#### EXCERPTED RECORDS ####
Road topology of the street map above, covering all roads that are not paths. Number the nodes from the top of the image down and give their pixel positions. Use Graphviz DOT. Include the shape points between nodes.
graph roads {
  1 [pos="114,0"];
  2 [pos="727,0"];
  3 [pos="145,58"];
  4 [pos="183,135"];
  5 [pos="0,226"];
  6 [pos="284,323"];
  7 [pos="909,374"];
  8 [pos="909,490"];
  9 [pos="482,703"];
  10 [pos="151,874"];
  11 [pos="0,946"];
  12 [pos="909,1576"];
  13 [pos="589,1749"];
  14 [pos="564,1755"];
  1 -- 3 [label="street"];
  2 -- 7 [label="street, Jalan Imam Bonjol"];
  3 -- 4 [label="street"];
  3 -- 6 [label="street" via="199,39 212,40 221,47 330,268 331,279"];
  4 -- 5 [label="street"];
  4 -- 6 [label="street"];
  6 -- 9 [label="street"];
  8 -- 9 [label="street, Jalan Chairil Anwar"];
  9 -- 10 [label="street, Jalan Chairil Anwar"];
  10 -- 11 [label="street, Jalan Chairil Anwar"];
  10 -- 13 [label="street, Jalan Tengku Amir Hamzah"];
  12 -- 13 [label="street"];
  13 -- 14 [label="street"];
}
####
#### EXCERPTED RECORDS ####
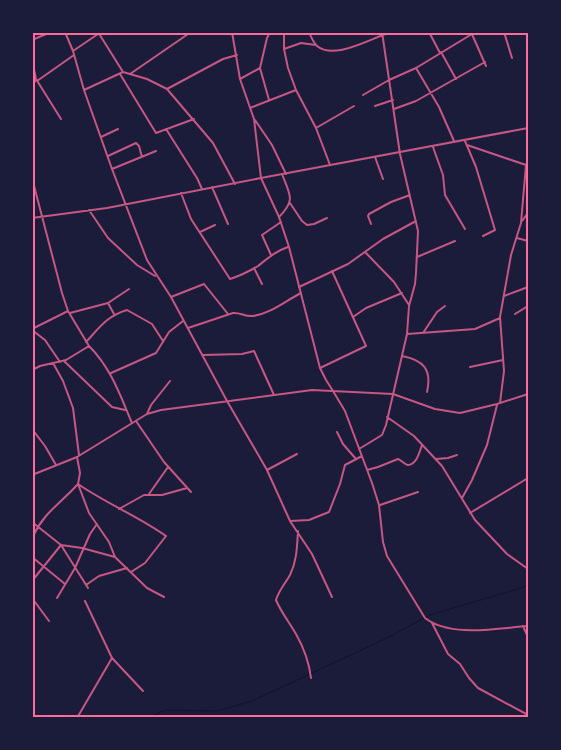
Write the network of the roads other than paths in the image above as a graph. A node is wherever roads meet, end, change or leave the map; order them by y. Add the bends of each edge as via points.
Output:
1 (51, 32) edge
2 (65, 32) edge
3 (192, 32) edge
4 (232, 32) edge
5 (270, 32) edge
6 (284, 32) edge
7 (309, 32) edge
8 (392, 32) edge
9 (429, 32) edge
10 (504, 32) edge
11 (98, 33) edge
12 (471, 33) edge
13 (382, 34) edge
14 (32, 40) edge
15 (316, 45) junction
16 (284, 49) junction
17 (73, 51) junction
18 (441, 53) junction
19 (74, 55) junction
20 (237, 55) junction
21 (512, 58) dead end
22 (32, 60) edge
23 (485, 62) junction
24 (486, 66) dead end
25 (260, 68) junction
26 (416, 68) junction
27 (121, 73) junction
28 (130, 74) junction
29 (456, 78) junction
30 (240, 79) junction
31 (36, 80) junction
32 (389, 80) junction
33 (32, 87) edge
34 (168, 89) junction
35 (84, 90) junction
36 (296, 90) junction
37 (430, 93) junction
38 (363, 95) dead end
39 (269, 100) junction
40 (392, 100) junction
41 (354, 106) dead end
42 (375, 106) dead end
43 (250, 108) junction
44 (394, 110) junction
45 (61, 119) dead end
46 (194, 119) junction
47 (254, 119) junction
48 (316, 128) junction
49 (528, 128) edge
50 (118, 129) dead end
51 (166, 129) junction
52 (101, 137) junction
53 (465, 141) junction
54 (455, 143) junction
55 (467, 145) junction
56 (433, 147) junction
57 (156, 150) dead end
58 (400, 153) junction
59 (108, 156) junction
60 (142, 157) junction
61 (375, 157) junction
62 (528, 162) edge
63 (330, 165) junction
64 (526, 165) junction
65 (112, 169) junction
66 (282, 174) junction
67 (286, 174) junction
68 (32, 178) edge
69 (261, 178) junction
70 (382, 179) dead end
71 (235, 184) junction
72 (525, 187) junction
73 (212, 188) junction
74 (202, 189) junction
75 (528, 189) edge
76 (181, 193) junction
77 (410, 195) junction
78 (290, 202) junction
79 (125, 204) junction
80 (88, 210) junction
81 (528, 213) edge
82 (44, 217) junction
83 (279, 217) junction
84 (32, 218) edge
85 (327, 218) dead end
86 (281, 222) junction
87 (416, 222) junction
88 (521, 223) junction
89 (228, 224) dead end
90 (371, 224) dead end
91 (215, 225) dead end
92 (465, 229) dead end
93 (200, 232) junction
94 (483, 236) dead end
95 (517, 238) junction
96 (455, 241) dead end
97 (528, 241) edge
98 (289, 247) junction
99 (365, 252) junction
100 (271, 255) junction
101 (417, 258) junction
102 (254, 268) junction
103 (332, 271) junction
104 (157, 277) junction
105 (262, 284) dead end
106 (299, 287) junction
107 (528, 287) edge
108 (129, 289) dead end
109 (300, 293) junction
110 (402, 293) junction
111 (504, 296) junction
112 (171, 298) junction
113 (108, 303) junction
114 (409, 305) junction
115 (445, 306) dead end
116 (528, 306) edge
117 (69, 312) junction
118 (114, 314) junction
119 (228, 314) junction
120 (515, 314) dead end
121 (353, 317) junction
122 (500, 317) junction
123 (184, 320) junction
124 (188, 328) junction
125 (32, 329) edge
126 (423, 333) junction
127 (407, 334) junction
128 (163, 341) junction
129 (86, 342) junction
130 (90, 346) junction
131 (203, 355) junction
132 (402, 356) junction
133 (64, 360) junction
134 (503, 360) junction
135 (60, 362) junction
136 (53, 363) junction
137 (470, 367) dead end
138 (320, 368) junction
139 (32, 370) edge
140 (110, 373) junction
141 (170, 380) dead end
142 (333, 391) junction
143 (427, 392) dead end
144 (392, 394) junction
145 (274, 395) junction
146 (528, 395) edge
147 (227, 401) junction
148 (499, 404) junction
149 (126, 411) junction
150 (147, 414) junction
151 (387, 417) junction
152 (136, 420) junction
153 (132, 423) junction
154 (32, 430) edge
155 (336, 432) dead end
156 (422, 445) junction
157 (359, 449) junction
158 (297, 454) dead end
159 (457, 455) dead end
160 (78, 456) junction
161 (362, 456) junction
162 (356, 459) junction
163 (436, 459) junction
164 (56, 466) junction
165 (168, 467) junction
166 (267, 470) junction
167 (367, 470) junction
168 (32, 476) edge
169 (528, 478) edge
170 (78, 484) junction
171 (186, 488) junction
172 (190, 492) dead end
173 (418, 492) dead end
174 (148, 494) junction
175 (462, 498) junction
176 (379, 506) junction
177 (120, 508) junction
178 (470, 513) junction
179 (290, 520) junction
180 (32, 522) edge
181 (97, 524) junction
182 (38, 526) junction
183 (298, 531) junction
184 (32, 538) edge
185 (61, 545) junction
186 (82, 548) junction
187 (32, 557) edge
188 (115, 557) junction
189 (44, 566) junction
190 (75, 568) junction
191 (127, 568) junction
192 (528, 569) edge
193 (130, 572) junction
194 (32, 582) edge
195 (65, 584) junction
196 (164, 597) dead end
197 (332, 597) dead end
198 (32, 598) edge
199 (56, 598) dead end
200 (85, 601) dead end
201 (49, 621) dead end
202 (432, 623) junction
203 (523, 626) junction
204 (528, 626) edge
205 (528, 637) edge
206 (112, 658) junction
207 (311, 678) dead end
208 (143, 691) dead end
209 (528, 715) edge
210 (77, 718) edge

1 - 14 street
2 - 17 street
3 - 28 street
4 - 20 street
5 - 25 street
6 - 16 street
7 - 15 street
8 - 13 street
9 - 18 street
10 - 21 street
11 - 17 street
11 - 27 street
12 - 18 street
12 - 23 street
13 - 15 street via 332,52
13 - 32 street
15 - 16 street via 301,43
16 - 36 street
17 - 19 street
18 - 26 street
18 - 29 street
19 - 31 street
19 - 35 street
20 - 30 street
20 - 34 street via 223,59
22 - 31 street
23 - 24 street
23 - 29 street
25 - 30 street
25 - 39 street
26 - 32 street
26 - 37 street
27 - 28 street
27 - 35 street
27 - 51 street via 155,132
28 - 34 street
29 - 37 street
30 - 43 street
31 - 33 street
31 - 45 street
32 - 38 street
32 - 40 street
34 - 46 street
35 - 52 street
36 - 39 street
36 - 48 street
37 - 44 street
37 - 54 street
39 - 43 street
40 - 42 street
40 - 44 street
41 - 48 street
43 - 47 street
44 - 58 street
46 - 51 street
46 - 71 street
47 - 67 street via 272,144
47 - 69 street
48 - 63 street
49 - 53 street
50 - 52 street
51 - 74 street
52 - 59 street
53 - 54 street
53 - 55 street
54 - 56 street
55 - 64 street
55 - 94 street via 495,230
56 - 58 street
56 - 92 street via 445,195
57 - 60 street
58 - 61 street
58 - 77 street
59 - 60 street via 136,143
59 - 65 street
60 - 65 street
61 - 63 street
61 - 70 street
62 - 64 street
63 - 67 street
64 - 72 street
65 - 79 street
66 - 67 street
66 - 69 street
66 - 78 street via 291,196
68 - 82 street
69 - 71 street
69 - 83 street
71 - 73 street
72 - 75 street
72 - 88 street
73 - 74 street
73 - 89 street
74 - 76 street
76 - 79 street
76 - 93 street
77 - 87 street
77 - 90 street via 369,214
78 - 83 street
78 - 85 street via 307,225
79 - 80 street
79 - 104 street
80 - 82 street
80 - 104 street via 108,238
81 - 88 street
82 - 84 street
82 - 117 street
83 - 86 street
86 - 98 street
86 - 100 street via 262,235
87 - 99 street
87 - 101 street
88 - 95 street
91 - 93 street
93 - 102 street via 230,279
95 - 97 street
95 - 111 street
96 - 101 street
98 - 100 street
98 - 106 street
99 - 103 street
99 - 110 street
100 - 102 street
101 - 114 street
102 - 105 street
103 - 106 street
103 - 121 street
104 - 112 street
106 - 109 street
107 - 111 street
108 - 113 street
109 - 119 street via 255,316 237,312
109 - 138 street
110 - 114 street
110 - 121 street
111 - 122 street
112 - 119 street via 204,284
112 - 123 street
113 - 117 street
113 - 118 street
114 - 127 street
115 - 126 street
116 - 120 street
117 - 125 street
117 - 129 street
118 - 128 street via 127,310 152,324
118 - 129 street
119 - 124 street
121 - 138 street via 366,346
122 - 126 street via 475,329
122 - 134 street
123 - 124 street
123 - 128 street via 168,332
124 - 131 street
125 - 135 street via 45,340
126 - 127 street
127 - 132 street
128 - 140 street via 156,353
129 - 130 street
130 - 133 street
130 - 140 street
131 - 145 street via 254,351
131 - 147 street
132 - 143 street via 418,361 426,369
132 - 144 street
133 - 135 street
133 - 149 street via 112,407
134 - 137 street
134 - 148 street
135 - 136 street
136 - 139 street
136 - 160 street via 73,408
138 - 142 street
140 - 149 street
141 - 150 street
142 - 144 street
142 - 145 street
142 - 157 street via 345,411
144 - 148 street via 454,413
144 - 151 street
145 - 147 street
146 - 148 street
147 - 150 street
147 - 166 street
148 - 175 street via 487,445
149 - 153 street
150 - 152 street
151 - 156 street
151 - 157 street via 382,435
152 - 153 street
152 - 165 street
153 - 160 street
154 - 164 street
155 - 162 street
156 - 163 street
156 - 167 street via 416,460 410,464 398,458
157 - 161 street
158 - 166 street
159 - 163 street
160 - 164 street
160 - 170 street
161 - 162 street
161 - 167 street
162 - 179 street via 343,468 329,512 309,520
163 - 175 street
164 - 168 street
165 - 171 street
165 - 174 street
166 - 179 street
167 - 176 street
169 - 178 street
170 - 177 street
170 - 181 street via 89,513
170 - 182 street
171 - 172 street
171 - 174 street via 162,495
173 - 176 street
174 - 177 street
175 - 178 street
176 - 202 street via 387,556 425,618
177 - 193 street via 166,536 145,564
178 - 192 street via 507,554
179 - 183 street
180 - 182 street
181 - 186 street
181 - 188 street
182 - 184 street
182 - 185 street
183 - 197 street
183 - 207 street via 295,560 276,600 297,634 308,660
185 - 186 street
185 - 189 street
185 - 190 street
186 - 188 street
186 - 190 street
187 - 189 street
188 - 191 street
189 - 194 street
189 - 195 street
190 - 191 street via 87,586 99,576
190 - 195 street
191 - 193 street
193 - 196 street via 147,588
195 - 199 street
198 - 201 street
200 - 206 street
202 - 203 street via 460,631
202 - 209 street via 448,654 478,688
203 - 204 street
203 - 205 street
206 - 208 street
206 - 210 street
####
#### EXCERPTED RECORDS ####
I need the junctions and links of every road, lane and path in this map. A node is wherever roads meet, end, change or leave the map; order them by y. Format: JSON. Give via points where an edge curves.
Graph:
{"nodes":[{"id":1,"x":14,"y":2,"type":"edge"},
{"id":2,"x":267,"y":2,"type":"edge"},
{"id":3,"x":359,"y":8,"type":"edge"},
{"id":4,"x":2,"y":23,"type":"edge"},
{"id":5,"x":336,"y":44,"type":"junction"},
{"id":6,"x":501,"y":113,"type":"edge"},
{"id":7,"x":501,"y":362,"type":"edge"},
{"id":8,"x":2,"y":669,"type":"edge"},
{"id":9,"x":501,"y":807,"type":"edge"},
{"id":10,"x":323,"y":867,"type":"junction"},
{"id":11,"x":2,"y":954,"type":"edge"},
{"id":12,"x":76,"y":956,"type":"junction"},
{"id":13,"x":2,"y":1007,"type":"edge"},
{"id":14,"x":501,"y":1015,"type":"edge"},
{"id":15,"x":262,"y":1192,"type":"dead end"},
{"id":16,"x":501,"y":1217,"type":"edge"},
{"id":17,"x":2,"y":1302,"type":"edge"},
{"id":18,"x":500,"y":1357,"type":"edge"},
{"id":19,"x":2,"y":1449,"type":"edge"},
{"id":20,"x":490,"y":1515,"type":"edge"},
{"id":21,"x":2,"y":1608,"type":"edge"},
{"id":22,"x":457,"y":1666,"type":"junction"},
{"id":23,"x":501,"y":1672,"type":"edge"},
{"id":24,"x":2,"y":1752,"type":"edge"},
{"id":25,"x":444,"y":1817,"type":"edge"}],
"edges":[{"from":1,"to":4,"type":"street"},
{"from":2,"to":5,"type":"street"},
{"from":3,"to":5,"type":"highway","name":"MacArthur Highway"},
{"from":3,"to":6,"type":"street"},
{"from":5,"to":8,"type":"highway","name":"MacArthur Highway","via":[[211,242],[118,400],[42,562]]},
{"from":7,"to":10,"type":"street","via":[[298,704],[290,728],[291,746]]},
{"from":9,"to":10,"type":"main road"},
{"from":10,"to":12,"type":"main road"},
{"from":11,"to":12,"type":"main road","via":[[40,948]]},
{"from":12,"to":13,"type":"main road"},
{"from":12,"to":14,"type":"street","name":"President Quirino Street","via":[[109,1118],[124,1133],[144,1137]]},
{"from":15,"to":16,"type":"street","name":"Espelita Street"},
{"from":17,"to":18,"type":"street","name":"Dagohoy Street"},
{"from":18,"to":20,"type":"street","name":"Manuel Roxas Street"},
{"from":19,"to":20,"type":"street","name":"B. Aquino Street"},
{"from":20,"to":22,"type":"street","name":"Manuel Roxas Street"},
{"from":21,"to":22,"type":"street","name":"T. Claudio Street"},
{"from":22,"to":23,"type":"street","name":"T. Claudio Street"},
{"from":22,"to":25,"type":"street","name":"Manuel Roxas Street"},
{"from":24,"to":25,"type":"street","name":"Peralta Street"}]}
####
PROMPT: Look through the records and copy down every line that holds "meet".

RESPONSE TO THE TASK:
Write the network of the roads other than paths in the image above as a graph. A node is wherever roads meet, end, change or leave the map; order them by y. Add the bends of each edge as via points.
I need the junctions and links of every road, lane and path in this map. A node is wherever roads meet, end, change or leave the map; order them by y. Format: JSON. Give via points where an edge curves.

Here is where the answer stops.